EXTRACTED DATA below:
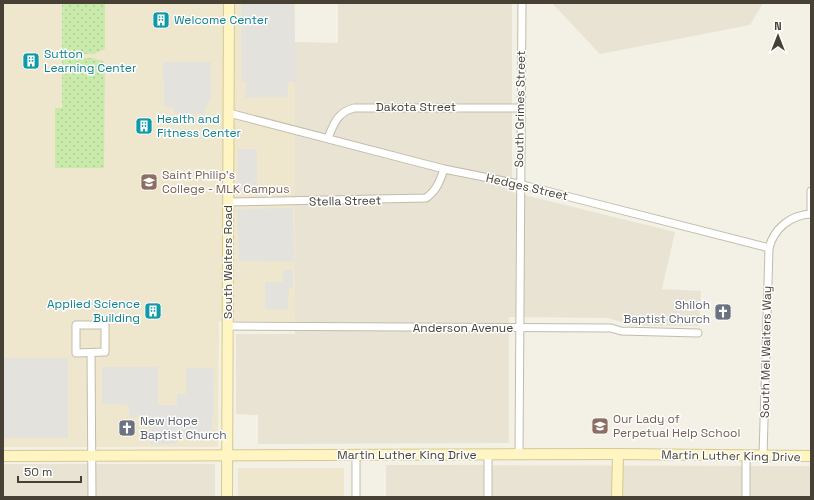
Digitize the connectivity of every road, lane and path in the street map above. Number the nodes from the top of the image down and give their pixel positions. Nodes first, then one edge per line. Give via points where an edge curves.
1 (229, 3) edge
2 (522, 3) edge
3 (521, 108) junction
4 (229, 113) junction
5 (328, 138) junction
6 (444, 169) junction
7 (519, 184) junction
8 (811, 191) edge
9 (228, 202) junction
10 (811, 214) edge
11 (769, 248) junction
12 (228, 326) junction
13 (521, 329) junction
14 (698, 333) dead end
15 (90, 353) junction
16 (356, 454) junction
17 (618, 454) junction
18 (488, 455) junction
19 (519, 455) junction
20 (3, 456) edge
21 (92, 456) junction
22 (227, 456) junction
23 (746, 456) junction
24 (763, 456) junction
25 (811, 456) edge
26 (92, 497) edge
27 (227, 497) edge
28 (356, 497) edge
29 (488, 497) edge
30 (617, 497) edge
31 (746, 497) edge

1 - 4 main road, South Walters Road
2 - 3 street, South Grimes Street
3 - 5 street, Dakota Street via 347,109 338,117
3 - 7 street, South Grimes Street
4 - 5 street, Hedges Street
4 - 9 main road, South Walters Road
5 - 6 street, Hedges Street
6 - 7 street, Hedges Street
6 - 9 street, Stella Street via 440,183 426,198
7 - 11 street, Hedges Street
7 - 13 street, South Grimes Street
8 - 10 street
9 - 12 main road, South Walters Road
10 - 11 street via 799,216 783,224 776,232
11 - 24 street, South Mel Waiters Way
12 - 13 street, Anderson Avenue
12 - 22 main road, South Walters Road
13 - 14 street, Anderson Avenue via 611,328 621,331
13 - 19 street, South Grimes Street
15 - 15 street via 76,353 76,325 105,325 105,352
15 - 21 street
16 - 18 main road, Martin Luther King Drive
16 - 22 main road, Martin Luther King Drive
16 - 28 street
17 - 19 main road, Martin Luther King Drive
17 - 23 main road, Martin Luther King Drive
17 - 30 main road
18 - 19 main road, Martin Luther King Drive
18 - 29 street
20 - 21 main road, Martin Luther King Drive
21 - 22 main road, Martin Luther King Drive
21 - 26 street
22 - 27 main road, South Walters Road
23 - 24 main road, Martin Luther King Drive
23 - 31 street
24 - 25 main road, Martin Luther King Drive

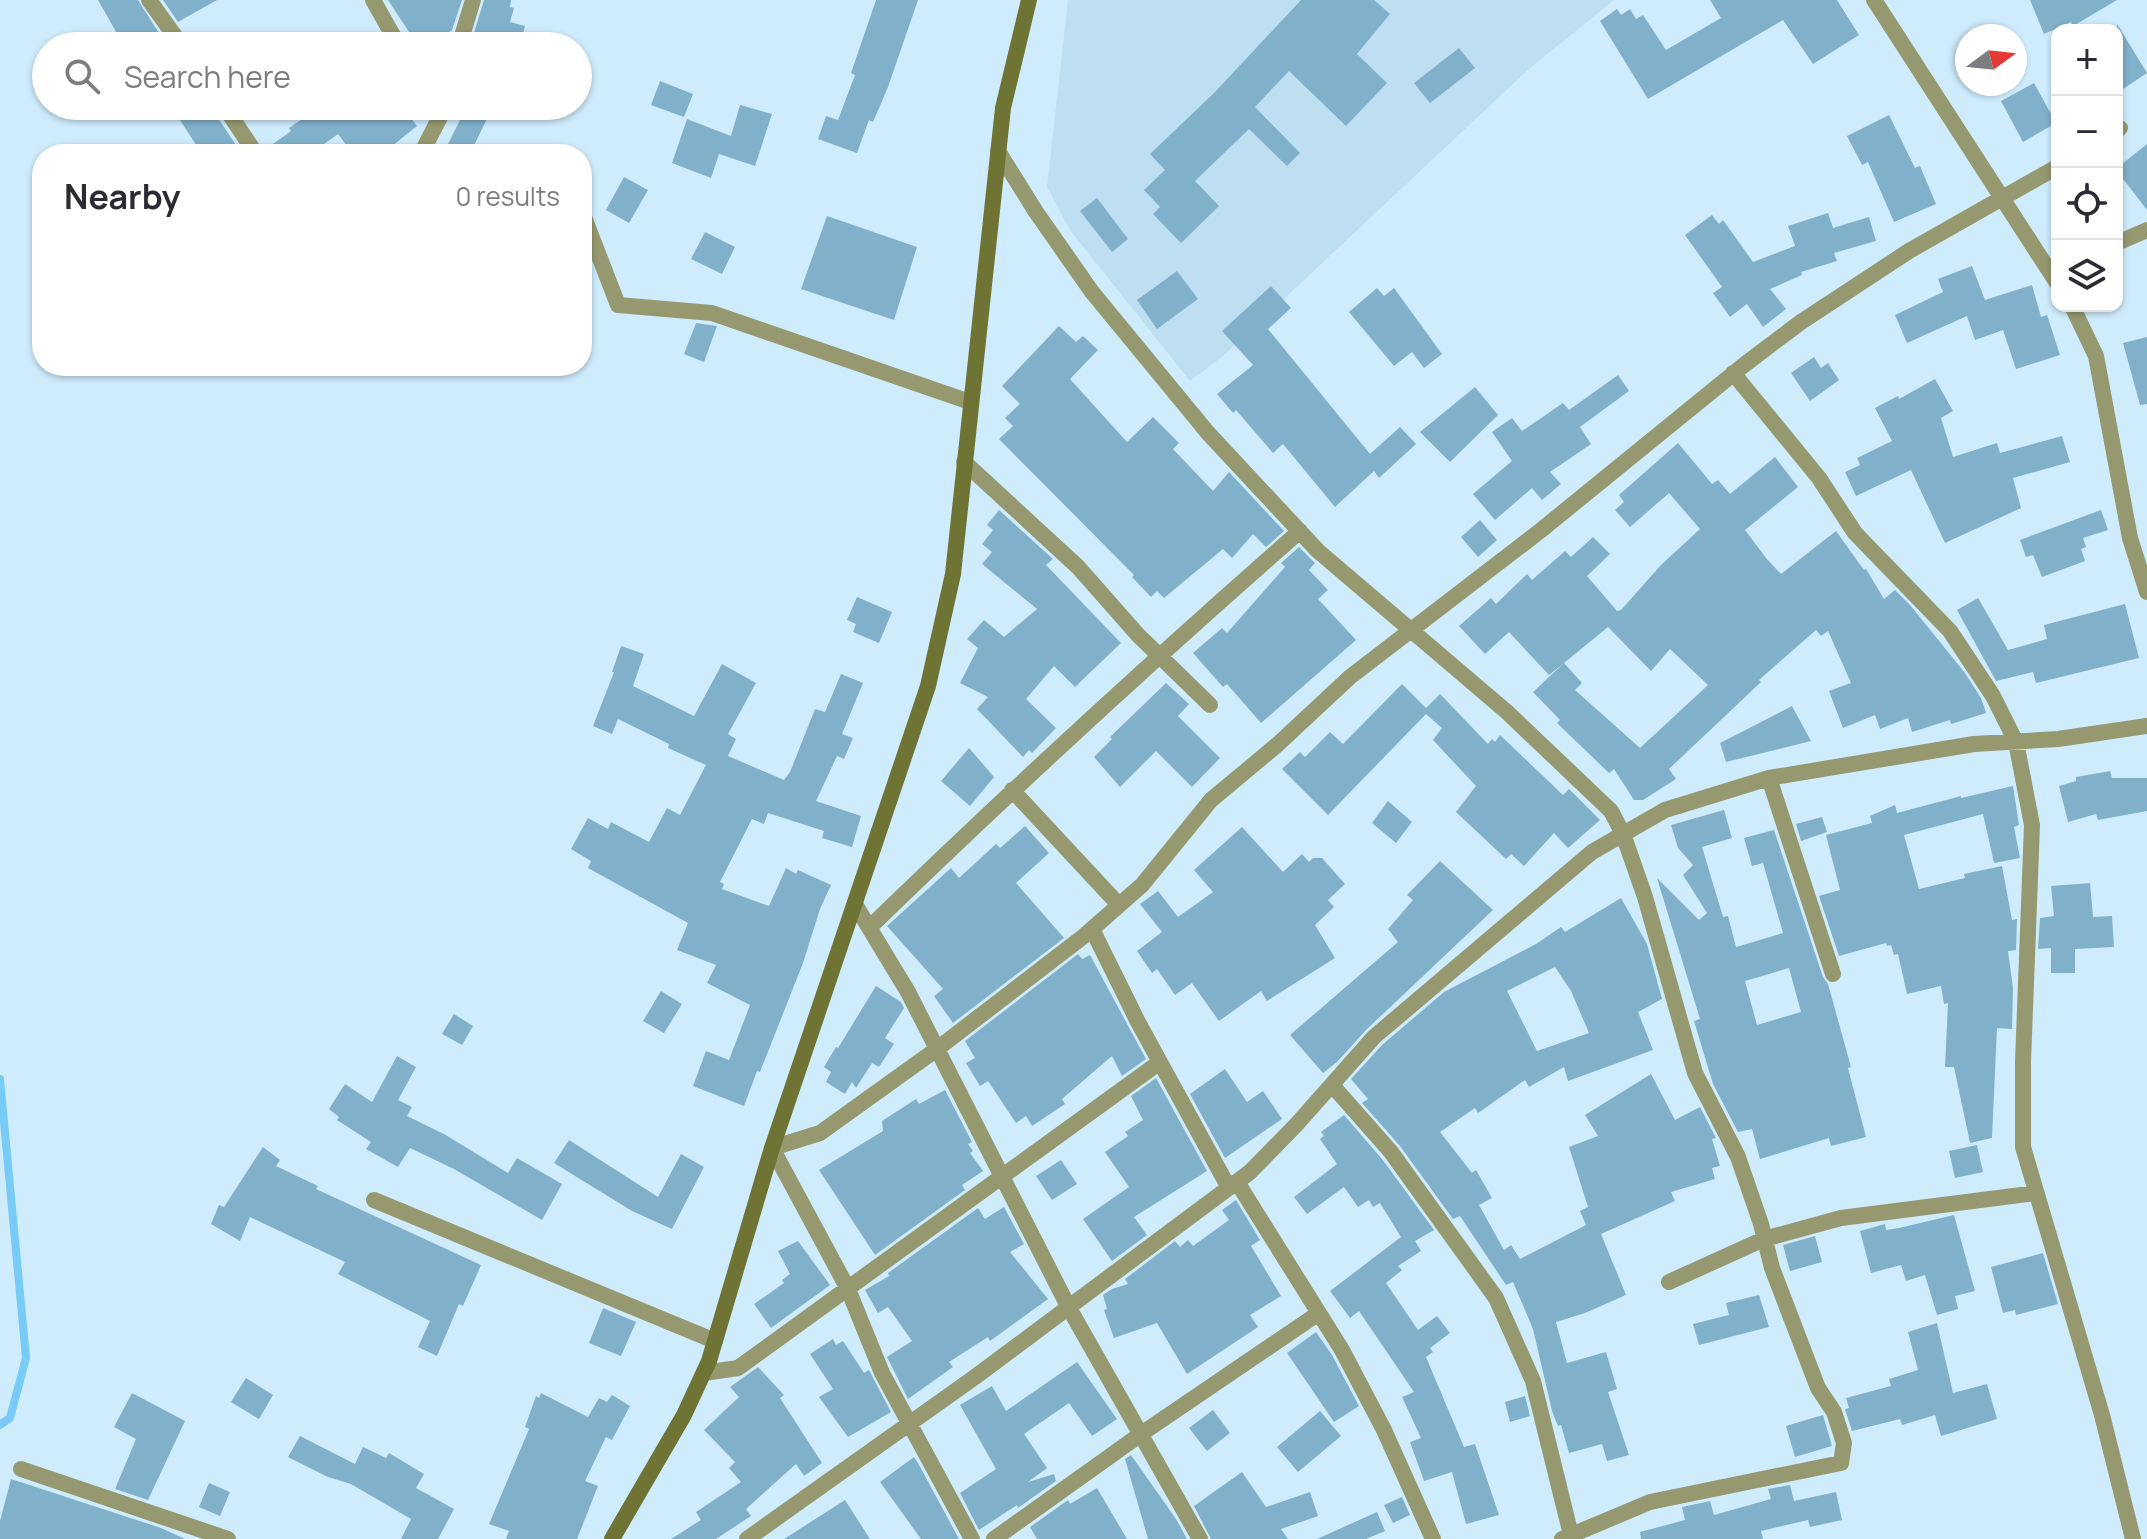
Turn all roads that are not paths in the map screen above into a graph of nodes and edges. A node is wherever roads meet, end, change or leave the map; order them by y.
1 (149, 0) edge
2 (373, 0) edge
3 (473, 0) edge
4 (1029, 0) edge
5 (1874, 0) edge
6 (172, 32) edge
7 (391, 32) edge
8 (463, 32) edge
9 (233, 120) edge
10 (435, 120) edge
11 (249, 144) edge
12 (425, 144) edge
13 (998, 151) junction
14 (2055, 168) edge
15 (2003, 200) junction
16 (2147, 230) edge
17 (592, 238) edge
18 (2123, 240) edge
19 (2051, 262) edge
20 (2075, 312) edge
21 (1733, 373) junction
22 (970, 402) junction
23 (964, 462) junction
24 (1300, 531) junction
25 (2147, 592) edge
26 (1410, 631) junction
27 (1159, 655) junction
28 (1210, 705) dead end
29 (2147, 726) edge
30 (2016, 742) junction
31 (1769, 778) junction
32 (1012, 790) junction
33 (1623, 834) junction
34 (1119, 905) junction
35 (856, 906) junction
36 (869, 928) junction
37 (1092, 929) junction
38 (1833, 974) dead end
39 (937, 1049) junction
40 (1160, 1062) junction
41 (1332, 1085) junction
42 (772, 1148) junction
43 (1003, 1177) junction
44 (1233, 1185) junction
45 (2036, 1193) junction
46 (374, 1200) dead end
47 (1764, 1239) junction
48 (1669, 1282) dead end
49 (848, 1289) junction
50 (1069, 1308) junction
51 (1319, 1313) junction
52 (715, 1341) junction
53 (704, 1373) junction
54 (909, 1425) junction
55 (1141, 1434) junction
56 (21, 1469) dead end
57 (1566, 1537) edge
58 (228, 1539) edge
59 (612, 1539) edge
60 (747, 1539) edge
61 (972, 1539) edge
62 (994, 1539) edge
63 (1200, 1539) edge
64 (1433, 1539) edge
65 (2133, 1539) edge

1 - 6 street
2 - 7 street
3 - 8 street
4 - 13 main road
5 - 15 street
9 - 11 street
10 - 12 street
13 - 22 main road
13 - 24 street
14 - 15 street
15 - 19 street
15 - 21 street
16 - 18 street
17 - 22 street
20 - 25 street
21 - 26 street
21 - 30 street
22 - 23 main road
23 - 27 street
23 - 35 main road
24 - 26 street
24 - 27 street
26 - 33 street
26 - 34 street
27 - 28 street
27 - 32 street
29 - 30 street
30 - 31 street
30 - 45 street
31 - 33 street
31 - 38 street
32 - 34 street
32 - 36 street
33 - 41 street
33 - 47 street
34 - 37 street
35 - 36 street
35 - 42 main road
36 - 39 street
37 - 39 street
37 - 40 street
39 - 42 street
39 - 43 street
40 - 43 street
40 - 44 street
41 - 44 street
41 - 57 street
42 - 49 street
42 - 52 main road
43 - 49 street
43 - 50 street
44 - 50 street
44 - 51 street
45 - 47 street
45 - 65 street
46 - 52 street
47 - 48 street
47 - 57 street
49 - 53 street
49 - 54 street
50 - 54 street
50 - 55 street
51 - 55 street
51 - 64 street
52 - 53 main road
53 - 59 main road
54 - 60 street
54 - 61 street
55 - 62 street
55 - 63 street
56 - 58 street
End of EXTRACTED DATA.
▸ **EXERCISE INSTRUCTIONS**:
Collect each line above holding the string "Avenue".

▸ **WRITTEN RESPONSE**:
12 - 13 street, Anderson Avenue
13 - 14 street, Anderson Avenue via 611,328 621,331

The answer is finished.